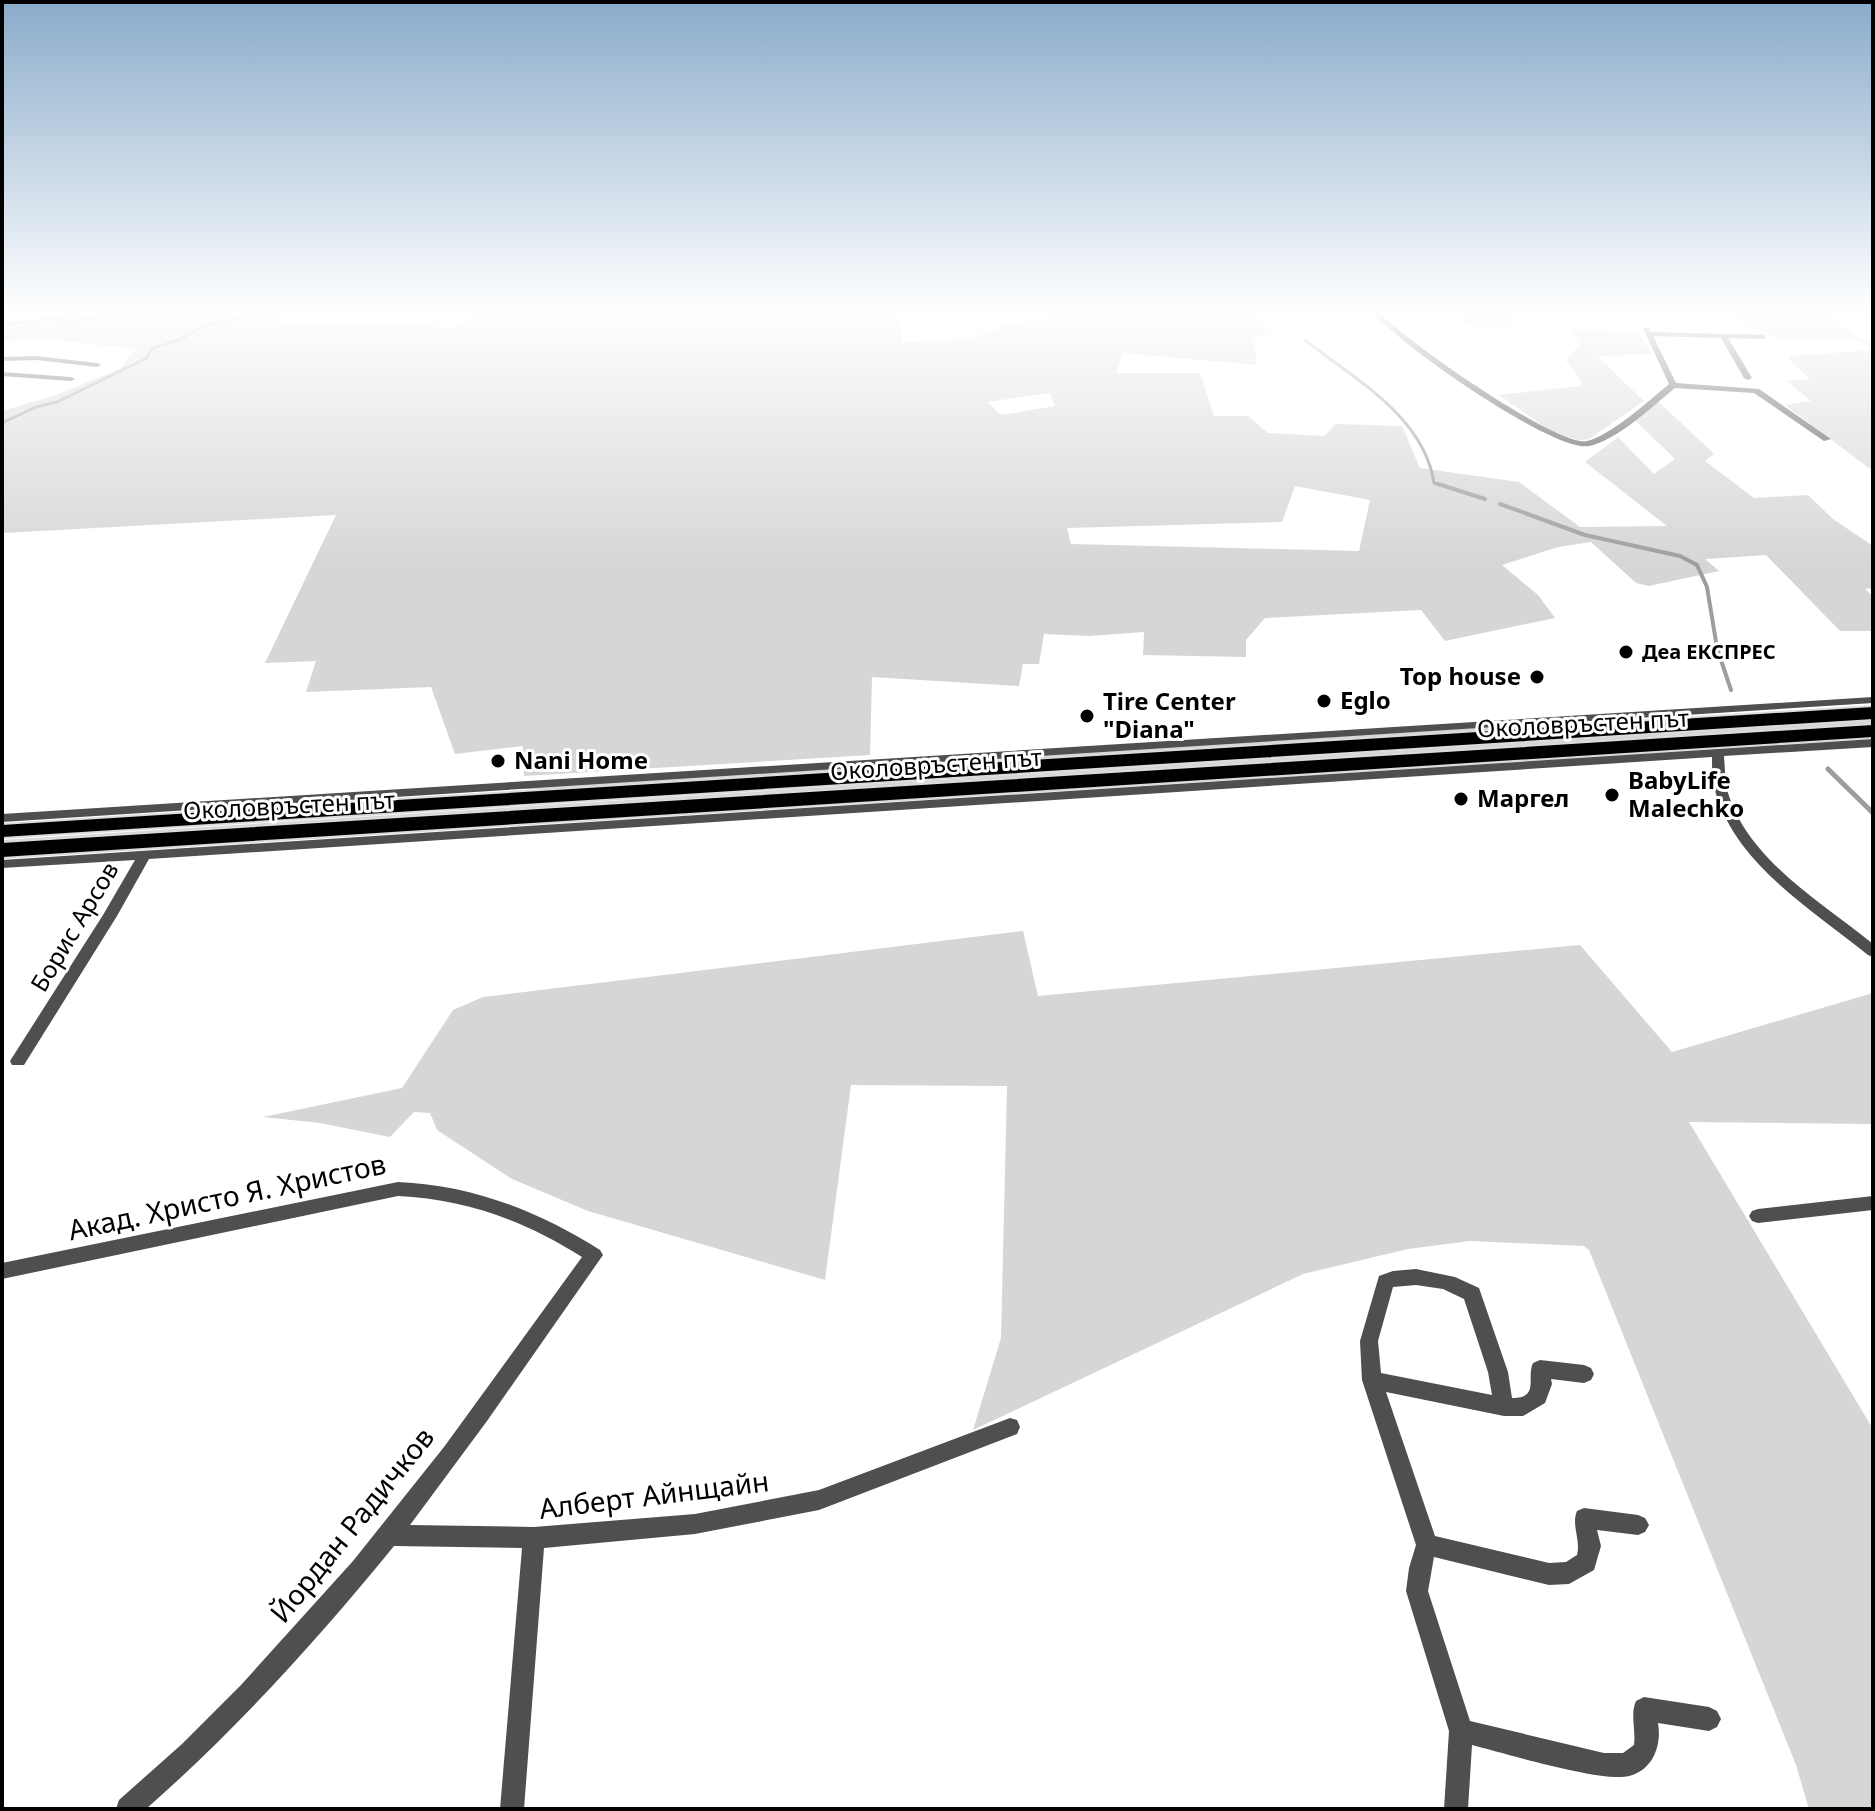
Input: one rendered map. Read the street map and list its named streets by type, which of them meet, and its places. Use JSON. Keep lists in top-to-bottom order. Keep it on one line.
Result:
{"streets":{"highway":["Околовръстен път"],"street":["Борис Арсов","Акад. Христо Я. Христов","Алберт Айнщайн","Йордан Радичков"]},"crossings":[["Околовръстен път","Борис Арсов"],["Акад. Христо Я. Христов","Йордан Радичков"],["Алберт Айнщайн","Йордан Радичков"]],"places":["Деа ЕКСПРЕС","Top house","Eglo","Tire Center \"Diana\"","Nani Home","BabyLife Malechko","Маргел"]}
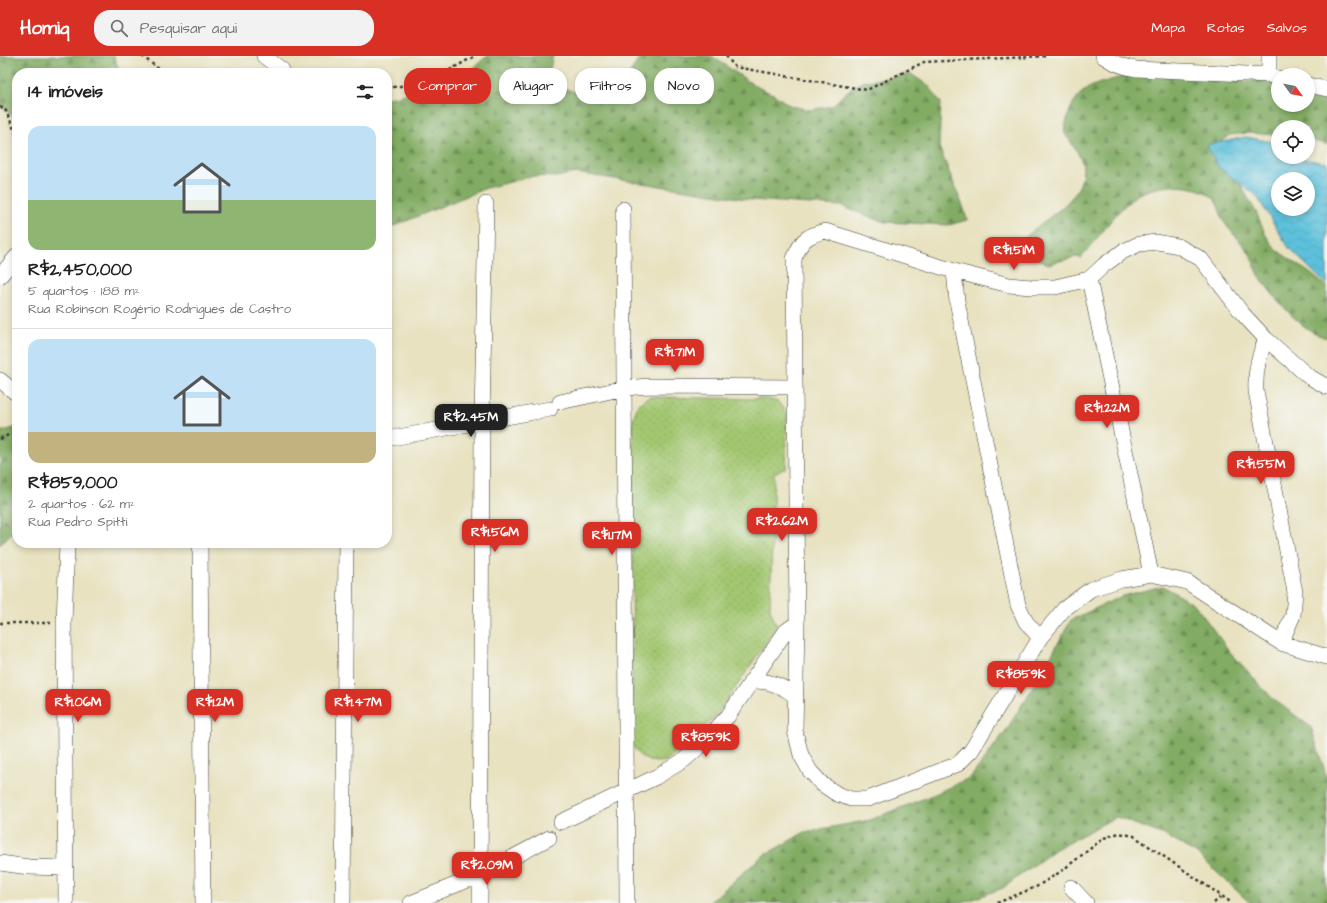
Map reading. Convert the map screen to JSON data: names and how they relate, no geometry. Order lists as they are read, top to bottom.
{
  "north": "bottom right",
  "page": {
    "header": "Homiq",
    "search": "Pesquisar aqui",
    "nav": ["Mapa", "Rotas", "Salvos"],
    "chip": [
      "Comprar",
      "Alugar",
      "Filtros",
      "Novo"
    ],
    "heading": "14 imóveis",
    "list": [
      {
        "name": "R$2,450,000",
        "note": "5 quartos · 188 m² · Rua Robinson Rogério Rodrigues de Castro"
      },
      {
        "name": "R$859,000",
        "note": "2 quartos · 62 m² · Rua Pedro Spitti"
      }
    ],
    "price": [
      "R$1.51M",
      "R$1.71M",
      "R$1.22M",
      "R$2.45M",
      "R$1.55M",
      "R$2.62M",
      "R$1.56M",
      "R$1.17M",
      "R$859K",
      "R$1.06M",
      "R$1.2M",
      "R$1.47M",
      "R$859K",
      "R$2.09M"
    ]
  }
}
########
Retype the entire listing exactly as it appears, dropping only the pictures.

Input: one rendered map. Read the street map and list its named streets by type, which of them meet, and its places. Use JSON. Keep lists in top-to-bottom order. Keep it on one line.
Result:
{"streets":{"highway":["Околовръстен път"],"street":["Борис Арсов","Акад. Христо Я. Христов","Алберт Айнщайн","Йордан Радичков"]},"crossings":[["Околовръстен път","Борис Арсов"],["Акад. Христо Я. Христов","Йордан Радичков"],["Алберт Айнщайн","Йордан Радичков"]],"places":["Деа ЕКСПРЕС","Top house","Eglo","Tire Center \"Diana\"","Nani Home","BabyLife Malechko","Маргел"]}
Map reading. Convert the map screen to JSON data: names and how they relate, no geometry. Order lists as they are read, top to bottom.
{
  "north": "bottom right",
  "page": {
    "header": "Homiq",
    "search": "Pesquisar aqui",
    "nav": ["Mapa", "Rotas", "Salvos"],
    "chip": [
      "Comprar",
      "Alugar",
      "Filtros",
      "Novo"
    ],
    "heading": "14 imóveis",
    "list": [
      {
        "name": "R$2,450,000",
        "note": "5 quartos · 188 m² · Rua Robinson Rogério Rodrigues de Castro"
      },
      {
        "name": "R$859,000",
        "note": "2 quartos · 62 m² · Rua Pedro Spitti"
      }
    ],
    "price": [
      "R$1.51M",
      "R$1.71M",
      "R$1.22M",
      "R$2.45M",
      "R$1.55M",
      "R$2.62M",
      "R$1.56M",
      "R$1.17M",
      "R$859K",
      "R$1.06M",
      "R$1.2M",
      "R$1.47M",
      "R$859K",
      "R$2.09M"
    ]
  }
}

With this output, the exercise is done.